Stored data:
*** Begin section ***

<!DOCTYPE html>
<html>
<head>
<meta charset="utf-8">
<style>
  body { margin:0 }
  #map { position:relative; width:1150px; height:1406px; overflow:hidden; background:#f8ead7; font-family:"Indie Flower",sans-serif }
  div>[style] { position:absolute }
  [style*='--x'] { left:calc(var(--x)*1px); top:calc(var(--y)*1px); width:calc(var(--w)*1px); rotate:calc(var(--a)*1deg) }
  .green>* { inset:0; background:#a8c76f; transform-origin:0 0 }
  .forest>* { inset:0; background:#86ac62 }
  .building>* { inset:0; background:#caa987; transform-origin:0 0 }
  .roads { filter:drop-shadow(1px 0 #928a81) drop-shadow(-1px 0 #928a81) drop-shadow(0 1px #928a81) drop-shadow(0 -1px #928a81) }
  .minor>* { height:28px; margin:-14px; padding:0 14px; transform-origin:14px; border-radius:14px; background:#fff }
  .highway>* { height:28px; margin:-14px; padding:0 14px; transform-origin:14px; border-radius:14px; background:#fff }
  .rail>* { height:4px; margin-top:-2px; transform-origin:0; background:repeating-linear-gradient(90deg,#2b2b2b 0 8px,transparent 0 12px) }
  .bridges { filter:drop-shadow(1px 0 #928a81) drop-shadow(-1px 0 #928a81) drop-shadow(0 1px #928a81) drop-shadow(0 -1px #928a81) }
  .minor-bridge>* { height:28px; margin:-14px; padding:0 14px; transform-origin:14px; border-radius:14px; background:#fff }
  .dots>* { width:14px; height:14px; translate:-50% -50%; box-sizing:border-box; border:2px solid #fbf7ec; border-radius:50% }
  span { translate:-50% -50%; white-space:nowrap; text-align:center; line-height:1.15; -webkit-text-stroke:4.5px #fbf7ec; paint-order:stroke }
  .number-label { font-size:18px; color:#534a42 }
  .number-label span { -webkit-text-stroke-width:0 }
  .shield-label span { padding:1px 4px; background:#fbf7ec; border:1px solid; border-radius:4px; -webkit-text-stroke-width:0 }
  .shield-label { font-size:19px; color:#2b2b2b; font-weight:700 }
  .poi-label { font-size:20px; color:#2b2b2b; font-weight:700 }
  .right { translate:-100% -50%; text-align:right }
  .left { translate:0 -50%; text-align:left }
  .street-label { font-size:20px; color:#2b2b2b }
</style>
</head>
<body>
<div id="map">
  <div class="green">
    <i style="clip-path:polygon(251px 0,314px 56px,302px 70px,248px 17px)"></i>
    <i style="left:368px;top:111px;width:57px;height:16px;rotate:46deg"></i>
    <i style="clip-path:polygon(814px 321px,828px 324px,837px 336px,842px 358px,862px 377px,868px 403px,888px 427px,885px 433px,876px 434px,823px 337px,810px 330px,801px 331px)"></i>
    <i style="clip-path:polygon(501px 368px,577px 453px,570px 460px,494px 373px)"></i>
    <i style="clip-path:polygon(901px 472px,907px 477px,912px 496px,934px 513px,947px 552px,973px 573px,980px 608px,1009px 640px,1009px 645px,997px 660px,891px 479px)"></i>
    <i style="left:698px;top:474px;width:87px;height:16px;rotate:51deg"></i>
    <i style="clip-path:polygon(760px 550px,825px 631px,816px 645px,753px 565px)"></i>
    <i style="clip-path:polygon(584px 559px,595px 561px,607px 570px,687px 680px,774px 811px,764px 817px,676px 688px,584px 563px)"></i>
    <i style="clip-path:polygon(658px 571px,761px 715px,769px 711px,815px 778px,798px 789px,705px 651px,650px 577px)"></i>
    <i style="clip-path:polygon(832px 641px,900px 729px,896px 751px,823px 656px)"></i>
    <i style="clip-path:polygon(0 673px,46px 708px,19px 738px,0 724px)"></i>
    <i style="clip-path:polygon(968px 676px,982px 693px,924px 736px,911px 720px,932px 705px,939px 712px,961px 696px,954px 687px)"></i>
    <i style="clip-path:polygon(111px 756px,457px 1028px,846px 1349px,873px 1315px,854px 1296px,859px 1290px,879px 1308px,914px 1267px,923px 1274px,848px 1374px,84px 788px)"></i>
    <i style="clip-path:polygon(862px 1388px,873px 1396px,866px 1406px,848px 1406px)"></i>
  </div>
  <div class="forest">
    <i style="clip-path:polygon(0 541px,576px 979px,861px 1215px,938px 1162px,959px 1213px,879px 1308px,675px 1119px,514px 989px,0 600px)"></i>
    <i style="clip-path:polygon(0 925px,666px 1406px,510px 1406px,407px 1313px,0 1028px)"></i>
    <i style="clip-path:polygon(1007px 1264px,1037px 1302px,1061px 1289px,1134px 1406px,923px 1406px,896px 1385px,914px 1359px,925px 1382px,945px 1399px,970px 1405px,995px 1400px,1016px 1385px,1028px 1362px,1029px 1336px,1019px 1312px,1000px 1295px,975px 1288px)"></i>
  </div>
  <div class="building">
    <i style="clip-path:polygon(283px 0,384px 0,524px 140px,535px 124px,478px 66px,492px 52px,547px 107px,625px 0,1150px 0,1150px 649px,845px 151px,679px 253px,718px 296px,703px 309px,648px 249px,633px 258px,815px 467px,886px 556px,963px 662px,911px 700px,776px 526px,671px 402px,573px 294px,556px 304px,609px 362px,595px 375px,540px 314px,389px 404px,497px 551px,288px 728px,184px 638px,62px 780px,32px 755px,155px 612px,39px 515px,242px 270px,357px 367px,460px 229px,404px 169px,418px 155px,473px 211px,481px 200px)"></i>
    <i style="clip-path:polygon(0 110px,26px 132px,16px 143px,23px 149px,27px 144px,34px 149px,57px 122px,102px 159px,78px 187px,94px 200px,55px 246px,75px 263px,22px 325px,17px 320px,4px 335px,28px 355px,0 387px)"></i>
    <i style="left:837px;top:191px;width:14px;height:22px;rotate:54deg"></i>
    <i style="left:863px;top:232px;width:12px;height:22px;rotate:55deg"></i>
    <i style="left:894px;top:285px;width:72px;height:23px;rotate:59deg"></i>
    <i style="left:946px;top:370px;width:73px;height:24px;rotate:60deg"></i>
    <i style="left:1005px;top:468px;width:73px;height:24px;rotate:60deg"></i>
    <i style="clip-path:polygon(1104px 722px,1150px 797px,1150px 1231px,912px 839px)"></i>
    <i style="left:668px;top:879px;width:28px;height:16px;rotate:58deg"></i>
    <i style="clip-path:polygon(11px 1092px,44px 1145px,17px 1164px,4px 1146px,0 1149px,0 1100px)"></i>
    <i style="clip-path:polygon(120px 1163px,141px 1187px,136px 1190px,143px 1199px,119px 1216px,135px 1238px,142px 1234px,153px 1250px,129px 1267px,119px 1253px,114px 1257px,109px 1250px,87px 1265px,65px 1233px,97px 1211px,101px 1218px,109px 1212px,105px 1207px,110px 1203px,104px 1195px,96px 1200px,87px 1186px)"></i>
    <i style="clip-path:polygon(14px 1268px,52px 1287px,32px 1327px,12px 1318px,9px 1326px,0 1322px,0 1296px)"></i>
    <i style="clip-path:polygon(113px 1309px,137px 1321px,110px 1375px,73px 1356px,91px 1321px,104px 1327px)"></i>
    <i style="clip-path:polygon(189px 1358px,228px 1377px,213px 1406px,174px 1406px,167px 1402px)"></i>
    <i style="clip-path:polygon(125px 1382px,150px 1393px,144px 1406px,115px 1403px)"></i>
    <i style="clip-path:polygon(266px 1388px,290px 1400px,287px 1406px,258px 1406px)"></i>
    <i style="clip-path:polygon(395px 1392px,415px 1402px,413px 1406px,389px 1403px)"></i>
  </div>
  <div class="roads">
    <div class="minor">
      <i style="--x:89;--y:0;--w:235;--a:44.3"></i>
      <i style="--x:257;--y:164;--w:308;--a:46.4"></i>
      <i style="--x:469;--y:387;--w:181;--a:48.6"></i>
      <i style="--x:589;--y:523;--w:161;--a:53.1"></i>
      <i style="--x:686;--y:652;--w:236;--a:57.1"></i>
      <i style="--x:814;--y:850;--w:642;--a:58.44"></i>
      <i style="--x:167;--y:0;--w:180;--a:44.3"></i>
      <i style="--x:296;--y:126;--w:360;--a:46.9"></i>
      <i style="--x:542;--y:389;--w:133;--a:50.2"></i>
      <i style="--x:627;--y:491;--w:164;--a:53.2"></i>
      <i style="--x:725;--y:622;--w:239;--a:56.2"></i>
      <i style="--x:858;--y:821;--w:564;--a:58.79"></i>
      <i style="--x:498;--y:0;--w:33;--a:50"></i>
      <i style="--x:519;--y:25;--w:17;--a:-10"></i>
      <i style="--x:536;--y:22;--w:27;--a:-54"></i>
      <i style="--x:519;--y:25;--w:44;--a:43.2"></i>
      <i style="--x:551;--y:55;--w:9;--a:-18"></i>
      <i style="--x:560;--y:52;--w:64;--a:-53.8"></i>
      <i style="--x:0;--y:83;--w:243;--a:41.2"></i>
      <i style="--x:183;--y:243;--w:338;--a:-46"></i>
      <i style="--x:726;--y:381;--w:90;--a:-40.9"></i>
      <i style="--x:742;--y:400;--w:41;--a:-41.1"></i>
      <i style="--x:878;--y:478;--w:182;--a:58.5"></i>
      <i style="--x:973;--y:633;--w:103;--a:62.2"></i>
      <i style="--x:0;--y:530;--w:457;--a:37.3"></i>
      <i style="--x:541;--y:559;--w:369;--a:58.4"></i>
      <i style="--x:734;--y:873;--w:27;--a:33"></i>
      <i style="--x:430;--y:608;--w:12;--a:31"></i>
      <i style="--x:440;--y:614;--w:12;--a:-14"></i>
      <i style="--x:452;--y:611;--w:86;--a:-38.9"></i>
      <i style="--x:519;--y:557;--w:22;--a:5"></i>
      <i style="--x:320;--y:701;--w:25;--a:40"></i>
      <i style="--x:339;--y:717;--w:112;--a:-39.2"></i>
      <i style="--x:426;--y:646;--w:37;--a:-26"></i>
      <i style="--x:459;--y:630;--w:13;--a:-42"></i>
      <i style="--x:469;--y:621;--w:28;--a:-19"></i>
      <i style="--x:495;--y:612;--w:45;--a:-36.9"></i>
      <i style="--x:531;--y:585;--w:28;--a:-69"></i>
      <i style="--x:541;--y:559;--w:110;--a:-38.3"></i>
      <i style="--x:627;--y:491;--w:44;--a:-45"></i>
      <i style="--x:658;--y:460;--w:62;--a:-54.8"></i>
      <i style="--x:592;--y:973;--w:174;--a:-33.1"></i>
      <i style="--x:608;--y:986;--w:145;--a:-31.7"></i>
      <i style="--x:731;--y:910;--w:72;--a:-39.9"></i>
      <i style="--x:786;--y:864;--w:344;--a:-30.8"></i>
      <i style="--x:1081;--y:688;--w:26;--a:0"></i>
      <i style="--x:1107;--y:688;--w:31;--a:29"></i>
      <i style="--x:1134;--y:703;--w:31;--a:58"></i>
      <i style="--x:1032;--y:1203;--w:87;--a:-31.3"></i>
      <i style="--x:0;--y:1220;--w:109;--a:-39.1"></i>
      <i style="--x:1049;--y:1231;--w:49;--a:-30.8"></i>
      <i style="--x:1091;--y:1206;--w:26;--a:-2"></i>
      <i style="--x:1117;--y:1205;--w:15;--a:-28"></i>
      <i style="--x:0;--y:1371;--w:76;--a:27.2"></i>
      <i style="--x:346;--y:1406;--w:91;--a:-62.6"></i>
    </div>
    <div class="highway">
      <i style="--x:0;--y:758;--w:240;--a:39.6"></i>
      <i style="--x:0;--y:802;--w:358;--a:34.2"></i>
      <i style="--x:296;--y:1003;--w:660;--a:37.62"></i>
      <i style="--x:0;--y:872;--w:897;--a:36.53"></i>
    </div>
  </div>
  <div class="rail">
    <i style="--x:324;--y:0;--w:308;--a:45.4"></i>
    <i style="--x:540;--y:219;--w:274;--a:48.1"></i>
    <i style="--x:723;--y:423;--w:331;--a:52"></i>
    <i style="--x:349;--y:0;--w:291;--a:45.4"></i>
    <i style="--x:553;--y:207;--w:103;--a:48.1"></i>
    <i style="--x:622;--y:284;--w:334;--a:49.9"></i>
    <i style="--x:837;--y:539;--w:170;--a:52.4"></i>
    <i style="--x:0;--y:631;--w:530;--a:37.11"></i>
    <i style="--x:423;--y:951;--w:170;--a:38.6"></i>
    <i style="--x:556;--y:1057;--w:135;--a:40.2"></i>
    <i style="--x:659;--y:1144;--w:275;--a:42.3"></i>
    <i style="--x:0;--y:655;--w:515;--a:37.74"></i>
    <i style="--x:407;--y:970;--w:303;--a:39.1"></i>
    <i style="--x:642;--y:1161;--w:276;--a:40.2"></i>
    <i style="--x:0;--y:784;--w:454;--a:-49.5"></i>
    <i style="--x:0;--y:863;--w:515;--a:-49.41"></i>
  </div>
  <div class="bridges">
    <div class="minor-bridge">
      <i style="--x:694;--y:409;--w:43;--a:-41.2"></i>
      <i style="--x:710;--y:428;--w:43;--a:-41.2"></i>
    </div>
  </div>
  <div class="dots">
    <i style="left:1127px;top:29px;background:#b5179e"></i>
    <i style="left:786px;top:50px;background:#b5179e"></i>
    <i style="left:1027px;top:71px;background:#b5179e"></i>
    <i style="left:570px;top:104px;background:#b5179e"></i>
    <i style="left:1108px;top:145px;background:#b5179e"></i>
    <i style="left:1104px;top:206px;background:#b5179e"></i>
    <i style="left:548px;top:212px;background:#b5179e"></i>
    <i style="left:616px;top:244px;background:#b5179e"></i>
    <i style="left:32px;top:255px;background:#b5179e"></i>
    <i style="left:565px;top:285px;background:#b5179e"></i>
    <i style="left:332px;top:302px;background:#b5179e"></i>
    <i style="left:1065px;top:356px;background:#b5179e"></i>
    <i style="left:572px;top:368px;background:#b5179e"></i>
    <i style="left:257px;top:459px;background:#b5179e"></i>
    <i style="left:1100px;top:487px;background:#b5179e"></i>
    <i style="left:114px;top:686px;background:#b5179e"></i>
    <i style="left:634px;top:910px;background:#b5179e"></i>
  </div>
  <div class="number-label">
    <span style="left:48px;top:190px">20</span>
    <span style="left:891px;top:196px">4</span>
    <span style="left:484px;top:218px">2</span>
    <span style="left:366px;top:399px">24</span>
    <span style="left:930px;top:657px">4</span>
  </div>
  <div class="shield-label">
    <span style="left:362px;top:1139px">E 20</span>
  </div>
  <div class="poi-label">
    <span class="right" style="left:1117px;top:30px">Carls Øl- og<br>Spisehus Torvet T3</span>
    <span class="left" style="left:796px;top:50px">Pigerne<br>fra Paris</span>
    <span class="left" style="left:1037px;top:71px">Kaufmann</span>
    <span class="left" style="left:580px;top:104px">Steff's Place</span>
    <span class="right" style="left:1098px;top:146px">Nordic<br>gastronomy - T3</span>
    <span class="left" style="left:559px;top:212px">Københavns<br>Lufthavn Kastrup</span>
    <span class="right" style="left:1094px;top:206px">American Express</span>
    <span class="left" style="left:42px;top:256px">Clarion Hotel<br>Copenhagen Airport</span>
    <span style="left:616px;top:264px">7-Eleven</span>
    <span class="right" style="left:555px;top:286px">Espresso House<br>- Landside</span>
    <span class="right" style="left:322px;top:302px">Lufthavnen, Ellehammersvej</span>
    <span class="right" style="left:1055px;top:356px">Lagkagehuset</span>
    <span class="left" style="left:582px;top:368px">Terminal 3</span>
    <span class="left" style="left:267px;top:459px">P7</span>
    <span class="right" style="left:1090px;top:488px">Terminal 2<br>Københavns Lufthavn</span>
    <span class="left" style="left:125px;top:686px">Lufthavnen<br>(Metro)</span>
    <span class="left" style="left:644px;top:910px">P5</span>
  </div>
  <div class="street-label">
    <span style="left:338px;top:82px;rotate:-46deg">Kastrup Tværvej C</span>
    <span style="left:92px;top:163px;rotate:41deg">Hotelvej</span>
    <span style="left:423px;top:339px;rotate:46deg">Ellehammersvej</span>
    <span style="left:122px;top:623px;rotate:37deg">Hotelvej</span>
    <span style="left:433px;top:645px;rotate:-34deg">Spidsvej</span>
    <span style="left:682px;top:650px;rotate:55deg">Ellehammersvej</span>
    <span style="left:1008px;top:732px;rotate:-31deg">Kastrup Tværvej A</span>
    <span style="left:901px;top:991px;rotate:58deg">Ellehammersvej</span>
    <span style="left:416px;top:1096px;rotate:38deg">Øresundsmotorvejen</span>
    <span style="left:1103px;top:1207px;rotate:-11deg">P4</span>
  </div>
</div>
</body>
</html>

*** End section ***

- **WHAT YOU HAVE TO DO**
Give back exactly the lines from the beginning of the records through the line containing "inset:0; background:#caa987; transform-origin:0", and only those.

- **SOLUTION FOR THIS PROBLEM**
<!DOCTYPE html>
<html>
<head>
<meta charset="utf-8">
<style>
  body { margin:0 }
  #map { position:relative; width:1150px; height:1406px; overflow:hidden; background:#f8ead7; font-family:"Indie Flower",sans-serif }
  div>[style] { position:absolute }
  [style*='--x'] { left:calc(var(--x)*1px); top:calc(var(--y)*1px); width:calc(var(--w)*1px); rotate:calc(var(--a)*1deg) }
  .green>* { inset:0; background:#a8c76f; transform-origin:0 0 }
  .forest>* { inset:0; background:#86ac62 }
  .building>* { inset:0; background:#caa987; transform-origin:0 0 }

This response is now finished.